Referring to FIGS. 1 to 7, there are shown a few variants of a wall form intersection assembly (10) which are suitable to make a form for receiving flowable material such as concrete or the like into a cavity (11). The assembly (10) includes a pair of opposed spaced-apart foam panels (12A, 12B), which are also called “longitudinal” panels. The opposed panels (12) are preferably parallel and substantially rectangular foamed plastic panels.

Referring briefly to FIG. 3, each of the pair of foam panels (12A, 12B) has a top surface (13A) and a bottom surface (13B).

Referring back to FIG. 1, viewing the assembly from the top surface, each of the pair of foam panels (12A, 12B) has a first linear section (14A, 14B). The first linear sections (14) are preferably tied together in a spaced and parallel relationship along a first axis (15) with at least one connector (16). The first linear sections (14) are in a parallel relation relative to each other since most walls to be formed therein are designed to have a uniform width, among other reasons that would be known to a person skilled in the art. Furthermore, the first linear sections (14A, 14B) delimit therebetween a first portion (18) of the cavity (also called the “first” or “longitudinal” cavity (18)). Preferably, a plurality of connectors (16) is used, depending on the length of the pair of foam panels (12). The connectors (16) may be, for exemple, spaced at about eight inch intervals. However, depending on the width of the first cavity (18) and other parameters of the assembly (10), a person skilled in the art could arrange the connectors at functional intervals that are regularly spaced or not.

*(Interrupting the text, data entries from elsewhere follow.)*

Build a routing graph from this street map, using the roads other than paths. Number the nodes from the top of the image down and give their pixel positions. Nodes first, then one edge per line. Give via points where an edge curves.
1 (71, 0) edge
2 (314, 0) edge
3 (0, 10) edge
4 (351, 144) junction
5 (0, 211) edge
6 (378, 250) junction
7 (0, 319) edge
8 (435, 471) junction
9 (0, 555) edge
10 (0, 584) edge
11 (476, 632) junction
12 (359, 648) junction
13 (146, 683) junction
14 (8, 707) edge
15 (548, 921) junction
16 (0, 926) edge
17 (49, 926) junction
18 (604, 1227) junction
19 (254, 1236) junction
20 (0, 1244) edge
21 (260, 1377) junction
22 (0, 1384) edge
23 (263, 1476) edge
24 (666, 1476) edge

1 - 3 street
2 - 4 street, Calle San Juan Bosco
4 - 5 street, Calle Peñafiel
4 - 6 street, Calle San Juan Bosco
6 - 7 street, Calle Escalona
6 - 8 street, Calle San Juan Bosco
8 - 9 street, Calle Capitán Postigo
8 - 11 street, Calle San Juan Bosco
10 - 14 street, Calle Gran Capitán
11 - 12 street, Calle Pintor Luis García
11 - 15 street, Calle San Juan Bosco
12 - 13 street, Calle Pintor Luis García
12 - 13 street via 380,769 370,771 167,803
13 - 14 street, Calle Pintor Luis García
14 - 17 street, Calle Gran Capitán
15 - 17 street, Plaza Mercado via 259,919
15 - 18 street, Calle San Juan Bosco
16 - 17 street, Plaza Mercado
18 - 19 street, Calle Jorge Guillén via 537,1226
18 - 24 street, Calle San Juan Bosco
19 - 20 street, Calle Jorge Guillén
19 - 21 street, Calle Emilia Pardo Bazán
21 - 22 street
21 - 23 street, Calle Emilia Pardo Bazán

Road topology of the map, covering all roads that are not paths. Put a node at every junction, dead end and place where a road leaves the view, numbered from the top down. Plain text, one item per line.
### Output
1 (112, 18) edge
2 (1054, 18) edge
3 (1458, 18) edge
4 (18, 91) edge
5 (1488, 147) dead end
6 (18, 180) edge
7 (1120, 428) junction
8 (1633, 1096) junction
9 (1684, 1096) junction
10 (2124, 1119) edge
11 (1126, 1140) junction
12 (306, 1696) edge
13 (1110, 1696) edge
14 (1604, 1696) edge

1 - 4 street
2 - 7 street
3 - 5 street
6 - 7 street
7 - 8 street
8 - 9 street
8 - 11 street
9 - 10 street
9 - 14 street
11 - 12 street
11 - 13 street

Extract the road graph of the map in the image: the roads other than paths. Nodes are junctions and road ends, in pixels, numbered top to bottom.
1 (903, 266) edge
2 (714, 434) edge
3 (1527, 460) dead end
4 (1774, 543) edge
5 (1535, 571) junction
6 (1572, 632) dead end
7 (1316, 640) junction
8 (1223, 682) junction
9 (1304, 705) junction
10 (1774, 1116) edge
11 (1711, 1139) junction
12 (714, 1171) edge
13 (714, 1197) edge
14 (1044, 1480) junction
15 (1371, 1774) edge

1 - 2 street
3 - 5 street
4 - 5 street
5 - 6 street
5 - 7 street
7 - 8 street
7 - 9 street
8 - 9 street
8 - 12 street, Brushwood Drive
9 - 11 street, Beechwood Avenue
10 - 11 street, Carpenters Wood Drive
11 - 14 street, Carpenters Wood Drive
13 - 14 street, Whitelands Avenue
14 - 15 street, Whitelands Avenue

The width of the first cavity is for example about six inches, but the assembly may be easily adapted depending on the desired width.

Still referring to FIG. 1, it is preferable that the connector (16) include a pair of anchor members (20A, 20B) respectively embedded in the first and second opposed foam panels (12A, 12B), and a web-shaped connecting member (22) extending between the foam panels (12A, 12B) and being connected to the anchor members (20A, 20B).

Furthermore, the opposed foam panels (12A, 12B) are preferably movable between an extended position (as shown in FIG. 1) where the foam panels (12A, 12B) are spaced apart to make the wall form, and a collapsed position (not illustrated) where the foam panels (12A, 12B) are brought close to each other, mainly for transport and shipping purposes. This may be achieved by mounting the web-shaped member (22) to the anchor members (20A, 20B) in a pivotal or otherwise movable relationship.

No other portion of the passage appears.